Try watching your closest friends being blown up in front of your face .... try having to shoot people on a daily basis because your life and your colleagues lives depend on it .... try dealing with the fact that you've just found another of your colleagues dead because he couldn't cope and committed suicide ..... oh, and don't squirm, this is all tame, because if I wrote the really gory facts ..... you'd probably want to throw up.
So, next time you think
'problems because of being deployed in Iraq, who cares?' ..... stop, and take a minute (while you sit in your comfortable chair, stuffing your face with tasty food) ..... and actually give some thought to the guys out there who are fighting so that you CAN sit in your comfortable chair and CAN stuff your face with tasty food ..... because trust me, they don't have those luxuries that you have ..... they don't get to kiss their wives at night, or often see their children being born .....no, they're fighting so that your sorry arse is safe.
And because of that, their families get to go without .... and when they return home, it us, the military families that have to pick up the pieces.
Have a bit of respect.
If Tashyta wants to turn her back on a guy who bravely fought for his country and our freedom, then so be it .... not all people are 'man' enough to deal with the fallout of war.
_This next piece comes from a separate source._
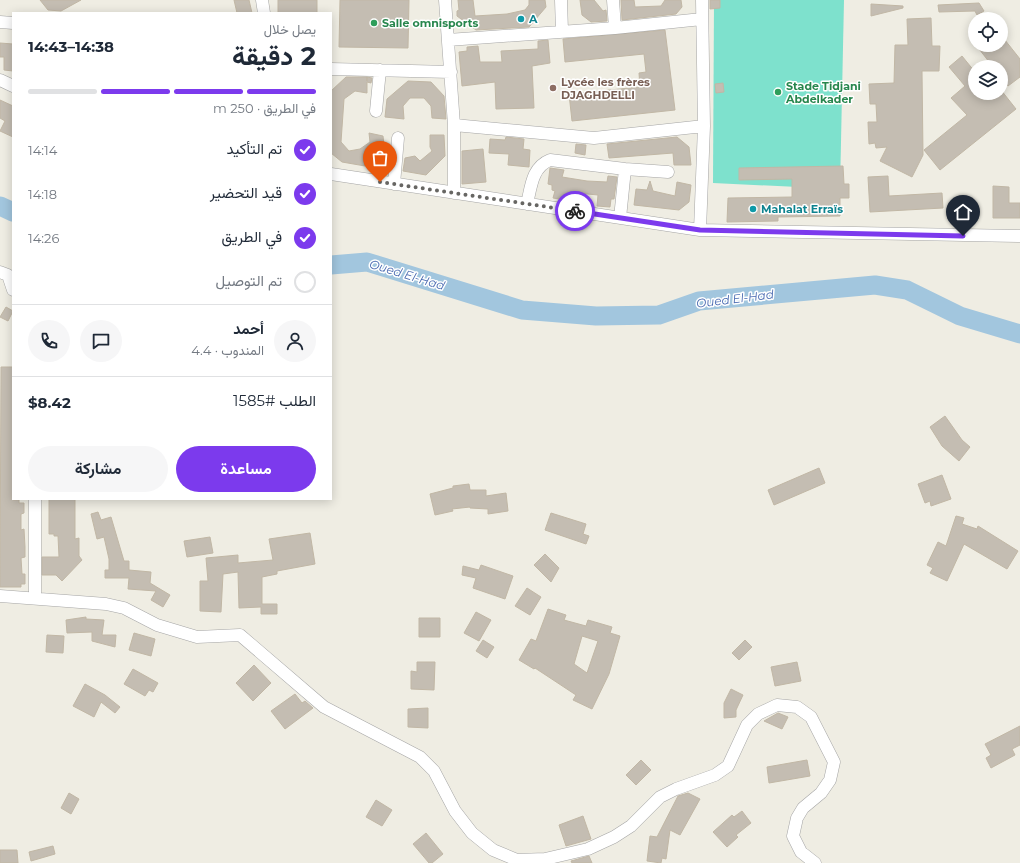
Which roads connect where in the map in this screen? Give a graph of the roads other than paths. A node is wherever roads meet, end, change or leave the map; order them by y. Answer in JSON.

I wish the guy luck, and I hope he gets his back sorted and gets help for his head and somehow gets to re-build his life after giving US (you, me & everyone else)
everything he had.
Some of us out here don't run when the going gets tough, we batten down the hatches, we hold our positions, and ride out the storm ..... no relationship is easy, but this issue makes a relationship even harder.
And if anyone from USCIS is actually reading this, your inclusion of war veterans in delays on the I-130's is a downright disgrace, you should be ashamed!